C) Von der Revolution 1848 bis zum Ende der Monarchie: 
(5) Verfassungsgeschichte: Konstitutionalismus allgemein und Entwicklung in Österreich im Besonderen: Parlamentarismus und Wahlrecht; Grundrechte; rechtsstaatliche Einrichtungen; Nationalitätenproblem 
(6) Privatrechtsgeschichte: Pandektistik und Germanistik; Reaktionen auf Begriffsjurisprudenz und wissenschaftlichen Positivismus; pandektistische Kodifikationen; dogmatische Entwicklungen 

D) Von 1918 bis zur Gegenwart: 
(7) Verfassungsgeschichte: Ende der Habsburgermonarchie und Gründung der Republik (Deutsch-)Österreich; Entstehung und Weiterentwicklung des B-VG (1920/25/29); autoritäres Regime 1933–1938; NS-Herrschaft 1938–1945; Wiederherstellung der österreichischen Staatlichkeit und Souveränität 1945–1955; Europäische Integration 
(8) Privatrechtsgeschichte: Strömungen in Gesetzgebung und Rechtswissenschaft; dogmatische Entwicklungen
 

V. Prüfungsvorbereitung

Mit diesen Stoffinhalten können sich die Kandidat*innen auf unterschiedlichen Wegen vertraut machen. Deren Auswahl obliegt den Studierenden selbst; hier können also nur Empfehlungen abgegeben werden.

Die Modulprüfung aus „Rechts- und Verfassungsgeschichte“ ist für die meisten Kandidat*innen die erste mündliche Prüfung im universitären Rahmen. Schon deshalb ist vor allem dringend anzuraten, vom vielfältigen und umfassenden Lehrangebot des Instituts (Vorlesungen, Übungen, Kurse etc.) Gebrauch zu machen. Auch das Zuhören bei Prüfungen vermittelt wertvolle Einsichten. 

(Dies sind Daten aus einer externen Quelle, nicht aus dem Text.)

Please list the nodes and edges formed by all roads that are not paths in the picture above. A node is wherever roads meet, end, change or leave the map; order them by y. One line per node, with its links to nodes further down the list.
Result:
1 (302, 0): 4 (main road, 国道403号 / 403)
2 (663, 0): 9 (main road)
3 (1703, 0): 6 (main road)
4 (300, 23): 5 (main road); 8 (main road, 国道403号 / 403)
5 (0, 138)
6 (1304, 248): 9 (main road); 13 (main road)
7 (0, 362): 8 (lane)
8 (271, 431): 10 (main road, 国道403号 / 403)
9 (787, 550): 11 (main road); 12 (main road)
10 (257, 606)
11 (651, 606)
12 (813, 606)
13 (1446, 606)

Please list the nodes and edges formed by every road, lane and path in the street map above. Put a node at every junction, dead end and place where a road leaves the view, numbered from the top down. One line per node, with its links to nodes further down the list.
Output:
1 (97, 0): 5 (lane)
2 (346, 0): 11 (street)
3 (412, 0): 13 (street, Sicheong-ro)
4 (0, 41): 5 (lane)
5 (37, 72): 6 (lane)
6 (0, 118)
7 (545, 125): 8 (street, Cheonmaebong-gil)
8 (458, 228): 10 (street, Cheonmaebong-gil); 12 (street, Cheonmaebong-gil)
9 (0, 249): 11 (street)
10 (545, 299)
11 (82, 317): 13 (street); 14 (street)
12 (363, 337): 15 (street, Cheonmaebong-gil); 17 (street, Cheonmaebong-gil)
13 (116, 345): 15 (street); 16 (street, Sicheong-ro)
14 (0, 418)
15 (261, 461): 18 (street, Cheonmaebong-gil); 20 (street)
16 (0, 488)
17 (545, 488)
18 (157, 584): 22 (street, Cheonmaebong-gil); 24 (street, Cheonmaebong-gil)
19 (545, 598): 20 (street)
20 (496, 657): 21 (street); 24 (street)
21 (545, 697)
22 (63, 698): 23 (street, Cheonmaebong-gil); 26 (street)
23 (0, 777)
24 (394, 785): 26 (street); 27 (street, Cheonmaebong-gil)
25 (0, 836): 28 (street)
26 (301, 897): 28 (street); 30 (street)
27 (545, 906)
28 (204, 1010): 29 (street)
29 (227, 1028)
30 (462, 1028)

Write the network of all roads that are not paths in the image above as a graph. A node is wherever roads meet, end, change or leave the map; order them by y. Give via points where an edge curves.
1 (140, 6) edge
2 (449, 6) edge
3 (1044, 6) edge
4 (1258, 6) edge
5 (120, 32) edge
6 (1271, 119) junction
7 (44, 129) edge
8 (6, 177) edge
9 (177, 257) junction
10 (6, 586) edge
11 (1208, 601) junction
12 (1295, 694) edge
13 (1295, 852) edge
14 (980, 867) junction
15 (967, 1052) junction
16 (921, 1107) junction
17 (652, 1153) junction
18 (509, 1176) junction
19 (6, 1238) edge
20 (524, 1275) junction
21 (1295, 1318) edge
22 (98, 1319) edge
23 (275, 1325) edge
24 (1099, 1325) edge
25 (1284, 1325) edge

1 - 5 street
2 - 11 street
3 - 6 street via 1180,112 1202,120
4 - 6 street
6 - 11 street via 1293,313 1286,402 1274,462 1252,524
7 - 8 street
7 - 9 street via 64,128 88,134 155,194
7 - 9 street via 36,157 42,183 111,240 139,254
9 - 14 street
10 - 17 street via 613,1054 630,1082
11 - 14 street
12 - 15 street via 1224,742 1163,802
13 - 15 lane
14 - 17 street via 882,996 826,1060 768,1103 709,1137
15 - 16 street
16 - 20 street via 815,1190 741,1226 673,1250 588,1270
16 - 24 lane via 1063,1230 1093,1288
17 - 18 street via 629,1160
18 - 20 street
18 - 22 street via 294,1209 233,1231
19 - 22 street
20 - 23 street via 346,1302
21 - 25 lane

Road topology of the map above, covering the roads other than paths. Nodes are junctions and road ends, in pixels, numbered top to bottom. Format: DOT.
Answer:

Dessen ungeachtet bleibt daneben das Selbststudium unverzichtbar. Dafür werden folgende Studienbehelfe empfohlen: 

ARBEITSGEMEINSCHAFT ÖSTERREICHISCHE RECHTSGESCHICHTE (Hrsg), Rechts- und Verfassungsgeschichte (aktuelle Auflage) jedoch ohne die Abschnitte zur Strafrechtsgeschichte.

Alternative Literaturempfehlungen: 
W. BRAUNEDER, Österreichische Verfassungsgeschichte (aktuelle Auflage); sowie
W. BRAUNEDER, Neuere europäische Privatrechtsgeschichte (Wien: Böhlau 2013); 
R. HOKE, Österreichische und Deutsche Rechtsgeschichte (1. od. 2. Aufl., Wien-Köln-Weimar: Böhlau 1992/1996; sowie
FLOSSMANN/KALB/NEUWIRTH, Österreichische Privatrechtsgeschichte (aktuelle Auflage); 
O. LEHNER, Österreichische Verfassungs- und Verwaltungsgeschichte (aktuelle Auflage); sowie
H. SCHLOSSER, Grundzüge der neueren Privatrechtsgeschichte (aktuelle Auflage); 
TH. OLECHOWSKI, Rechtsgeschichte. Einführung in die historischen Grundlagen des Rechts (aktuelle Auflage).

Zur Vertiefung und zum Nachschlagen:  
A. ERLER u.a. (Hrsg), Handwörterbuch zur Deutschen Rechtsgeschichte (1. Auflage, Berlin: E. Schmidt 1971–1998); 2. Auflage, hrsg. v. A. CORDES u.a. [noch unvollst.] 2004 ff); 
TH. OLECHOWSKI/R. GAMAUF (Hrsg), Studienwörterbuch Rechtsgeschichte und Römisches Recht (aktuelle Auflage). 

VI. Stoffabgrenzung nach § 28 Studienplan

Die Prüferinnen und Prüfer des Faches Rechts- und Verfassungsgeschichte haben sich geeinigt, folgenden Studienbehelf als Stoffabgrenzung gemäß § 28 Studienplan zu definieren: 

ARBEITSGEMEINSCHAFT ÖSTERREICHISCHE RECHTSGESCHICHTE (Hrsg), Rechts- und Verfassungsgeschichte (aktuelle Auflage) jedoch ohne die Abschnitte zur Strafrechtsgeschichte. 

Wien, Oktober 2018 
Kohl e.h. – Neschwara e.h. – Olechowski e.h. – Reiter-Zatloukal e.h. – Schneider e.h. – Simon e.h. – Vec e.h.